203(k) Creates Renovation Opportunities

An Underutilized FHA Loan Could Help Remodelers Garner Business from Foreclosures


Irvine, Calif.-based RealtyTrac reports 2.87 million properties received notices of default, auction or repossession in 2010—a 2 percent increase from 2009. Vacated properties often become victims of looters or even the evicted owners who vandalize the house or steal anything that can be reused or sold. When systems and features, such as copper pipes, appliances and HVAC equipment, go missing and homes are left with gaping holes in walls, they are considered unlivable. Unless a prospective buyer can pay cash, the house will sit vacant because it must pass the U.S. Department of Housing and Urban Development’s minimum property standards to be mortgaged.

However, the Federal Housing Administration’s 203(k) Mortgage will provide the financing to restore the home so it can pass appraisal and receive a mortgage. 203(k) is HUD’s primary program for the rehabilitation and repair of one- to four-unit dwellings. Despite being around since 1961, 203(k) is largely unknown among consumers, realtors and even lenders.
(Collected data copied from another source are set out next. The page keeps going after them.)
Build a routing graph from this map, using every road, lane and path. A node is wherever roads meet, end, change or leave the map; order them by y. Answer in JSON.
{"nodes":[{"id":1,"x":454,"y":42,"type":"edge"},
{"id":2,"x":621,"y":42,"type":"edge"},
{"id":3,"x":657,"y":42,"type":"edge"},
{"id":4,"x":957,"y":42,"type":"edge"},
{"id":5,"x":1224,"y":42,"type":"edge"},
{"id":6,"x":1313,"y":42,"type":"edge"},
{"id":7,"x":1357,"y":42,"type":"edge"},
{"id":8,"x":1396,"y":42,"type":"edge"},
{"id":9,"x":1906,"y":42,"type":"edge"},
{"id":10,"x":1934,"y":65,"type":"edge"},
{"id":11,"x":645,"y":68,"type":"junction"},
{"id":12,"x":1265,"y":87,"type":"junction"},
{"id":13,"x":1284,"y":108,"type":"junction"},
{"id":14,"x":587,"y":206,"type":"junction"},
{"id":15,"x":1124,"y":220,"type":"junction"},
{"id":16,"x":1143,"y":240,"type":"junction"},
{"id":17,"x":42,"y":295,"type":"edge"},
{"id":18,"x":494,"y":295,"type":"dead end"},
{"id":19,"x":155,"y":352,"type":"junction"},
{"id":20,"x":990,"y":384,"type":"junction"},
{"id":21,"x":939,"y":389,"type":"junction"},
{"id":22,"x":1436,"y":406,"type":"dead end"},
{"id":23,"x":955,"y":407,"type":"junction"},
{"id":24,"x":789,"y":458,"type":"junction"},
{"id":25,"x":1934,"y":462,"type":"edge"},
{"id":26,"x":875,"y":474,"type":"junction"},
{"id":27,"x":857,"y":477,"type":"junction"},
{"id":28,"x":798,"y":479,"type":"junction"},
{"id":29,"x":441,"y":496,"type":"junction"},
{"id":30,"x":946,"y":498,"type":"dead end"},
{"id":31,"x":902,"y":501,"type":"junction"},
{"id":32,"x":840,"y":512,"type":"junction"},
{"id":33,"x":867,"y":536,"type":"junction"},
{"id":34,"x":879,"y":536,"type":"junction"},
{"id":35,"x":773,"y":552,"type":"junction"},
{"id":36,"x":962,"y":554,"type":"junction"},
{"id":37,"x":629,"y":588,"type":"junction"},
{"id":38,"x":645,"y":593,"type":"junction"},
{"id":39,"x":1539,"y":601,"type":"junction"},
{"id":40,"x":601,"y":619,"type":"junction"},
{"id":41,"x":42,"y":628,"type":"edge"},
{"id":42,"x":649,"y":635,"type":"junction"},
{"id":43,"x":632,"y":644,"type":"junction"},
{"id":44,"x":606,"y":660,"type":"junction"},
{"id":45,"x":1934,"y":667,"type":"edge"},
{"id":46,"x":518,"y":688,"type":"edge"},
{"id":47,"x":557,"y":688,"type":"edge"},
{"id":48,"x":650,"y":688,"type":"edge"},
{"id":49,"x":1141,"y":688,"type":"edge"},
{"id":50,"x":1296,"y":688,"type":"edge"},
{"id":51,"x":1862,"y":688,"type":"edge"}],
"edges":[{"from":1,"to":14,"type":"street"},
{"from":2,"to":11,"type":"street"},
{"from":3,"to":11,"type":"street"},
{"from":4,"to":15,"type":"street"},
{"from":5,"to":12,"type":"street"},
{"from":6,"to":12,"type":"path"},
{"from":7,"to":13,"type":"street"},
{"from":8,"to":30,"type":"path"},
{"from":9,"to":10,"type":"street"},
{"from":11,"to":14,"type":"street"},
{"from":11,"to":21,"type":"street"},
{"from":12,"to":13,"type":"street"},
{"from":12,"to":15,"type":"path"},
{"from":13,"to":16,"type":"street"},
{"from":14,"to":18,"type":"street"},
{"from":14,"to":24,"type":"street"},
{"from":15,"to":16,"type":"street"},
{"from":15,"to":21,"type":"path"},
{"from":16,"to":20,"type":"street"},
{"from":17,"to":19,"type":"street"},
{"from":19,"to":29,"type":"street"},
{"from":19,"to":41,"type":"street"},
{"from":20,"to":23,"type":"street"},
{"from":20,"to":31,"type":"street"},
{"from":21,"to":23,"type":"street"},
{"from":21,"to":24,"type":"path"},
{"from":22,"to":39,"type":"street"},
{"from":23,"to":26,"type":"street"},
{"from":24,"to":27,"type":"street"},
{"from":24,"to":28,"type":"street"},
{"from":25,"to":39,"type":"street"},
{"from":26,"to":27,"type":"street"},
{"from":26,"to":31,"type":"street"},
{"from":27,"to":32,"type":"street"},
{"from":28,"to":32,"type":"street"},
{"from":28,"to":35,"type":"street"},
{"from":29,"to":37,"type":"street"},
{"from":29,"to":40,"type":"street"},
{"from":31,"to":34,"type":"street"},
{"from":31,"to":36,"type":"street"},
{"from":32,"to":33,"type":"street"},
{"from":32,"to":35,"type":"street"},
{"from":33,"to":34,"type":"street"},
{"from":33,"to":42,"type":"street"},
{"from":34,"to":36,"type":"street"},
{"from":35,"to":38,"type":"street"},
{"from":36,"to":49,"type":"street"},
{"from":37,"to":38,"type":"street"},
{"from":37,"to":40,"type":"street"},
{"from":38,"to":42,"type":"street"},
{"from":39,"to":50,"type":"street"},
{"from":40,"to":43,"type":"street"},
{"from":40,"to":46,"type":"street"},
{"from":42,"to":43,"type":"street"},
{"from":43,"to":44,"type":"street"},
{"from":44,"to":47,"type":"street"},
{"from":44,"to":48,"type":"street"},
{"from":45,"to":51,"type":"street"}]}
Therefore, remodeling contractors who understand the basics of the program can create their own opportunities to garner work rehabilitating foreclosures and revitalizing neighborhoods.

203(k) Basics

The 203(k) program allows a borrower to get just one mortgage, at a fixed or adjustable rate, to finance the purchase and rehabilitation of a property. The mortgage amount is based on the projected value of the property with the rehab completed while considering the cost of the work. To minimize the lender’s risk, the mortgage is endorsed, or insured, by HUD. Endorsements typically run 30 to 45 days after the closing because the lender must go through its processes before sending the paperwork to HUD to be insured, which takes additional time.

Two versions of the 203(k) loan exist: streamline and consultant. The streamline version primarily is used to bring a property up to minimum property standards, so it can obtain a certificate of occupancy. “It does not allow any structural improvements to the property, and because the loans are limited to between $5,000 and $35,000, a remodeler’s margins for profit could be limited,” explains Steve Linville, director of Single Family Finance for the National Association of Home Builders, Washington, D.C. “The consultant 203(k) program has more potential for remodelers because it allows improvements up to the completed value, which could be substantially more than the $35,000 limit imposed by the streamline version.”
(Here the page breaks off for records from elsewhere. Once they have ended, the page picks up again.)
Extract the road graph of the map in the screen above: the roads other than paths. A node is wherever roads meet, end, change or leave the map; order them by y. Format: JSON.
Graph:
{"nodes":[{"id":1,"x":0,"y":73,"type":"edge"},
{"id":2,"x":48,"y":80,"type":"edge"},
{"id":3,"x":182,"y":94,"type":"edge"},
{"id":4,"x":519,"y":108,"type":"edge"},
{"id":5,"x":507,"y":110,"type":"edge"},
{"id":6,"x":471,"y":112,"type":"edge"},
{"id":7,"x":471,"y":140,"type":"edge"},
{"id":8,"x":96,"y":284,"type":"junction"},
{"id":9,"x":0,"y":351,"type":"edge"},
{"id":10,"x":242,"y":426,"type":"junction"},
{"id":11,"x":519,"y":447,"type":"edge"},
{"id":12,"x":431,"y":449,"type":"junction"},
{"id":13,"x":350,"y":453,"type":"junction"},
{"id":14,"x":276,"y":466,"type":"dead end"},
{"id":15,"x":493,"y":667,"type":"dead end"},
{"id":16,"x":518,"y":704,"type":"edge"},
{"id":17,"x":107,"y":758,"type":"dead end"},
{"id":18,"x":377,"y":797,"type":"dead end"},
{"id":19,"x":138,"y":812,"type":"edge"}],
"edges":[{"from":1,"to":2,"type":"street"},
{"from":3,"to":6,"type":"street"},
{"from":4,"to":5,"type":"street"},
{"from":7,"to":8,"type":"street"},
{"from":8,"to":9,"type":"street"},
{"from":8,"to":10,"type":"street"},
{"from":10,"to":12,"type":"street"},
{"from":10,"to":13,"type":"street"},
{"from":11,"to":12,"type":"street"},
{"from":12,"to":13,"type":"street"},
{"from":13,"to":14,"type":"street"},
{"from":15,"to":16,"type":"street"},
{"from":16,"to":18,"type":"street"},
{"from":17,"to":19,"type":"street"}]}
According to a banking executive for a major U.S. financial institution, qualifying for the 203(k) program is the same as qualifying for any FHA loan. If a buyer has a good enough FICO score, has had his job for two years and has enough money for a down payment, he’ll be approved. However, he must be able to afford the house and repairs and qualify for that total amount.

The borrower is approved for the purchase price of the home, the remodeling and closing costs, as well as a contingency reserve of about 10 to 20 percent of the total remodeling costs. This is designed to cover any unexpected construction problems that arise.

The borrower must work with an FHA-approved lender and make a down payment of about 3.5 percent of the home’s purchase price and repair costs. The home buyer then seeks bids for the necessary repairs. How many estimates and who the buyer ultimately chooses to do the work is entirely up to him though the lender may have a prequalified group of contractors from which to choose. Because the lender is taking a risk, it will require the remodeler to sign a contract. “The lender must review credentials, work experience and client references,” Linville says. “An agreement between the contractor and the borrower also must outline the responsibilities of each party.”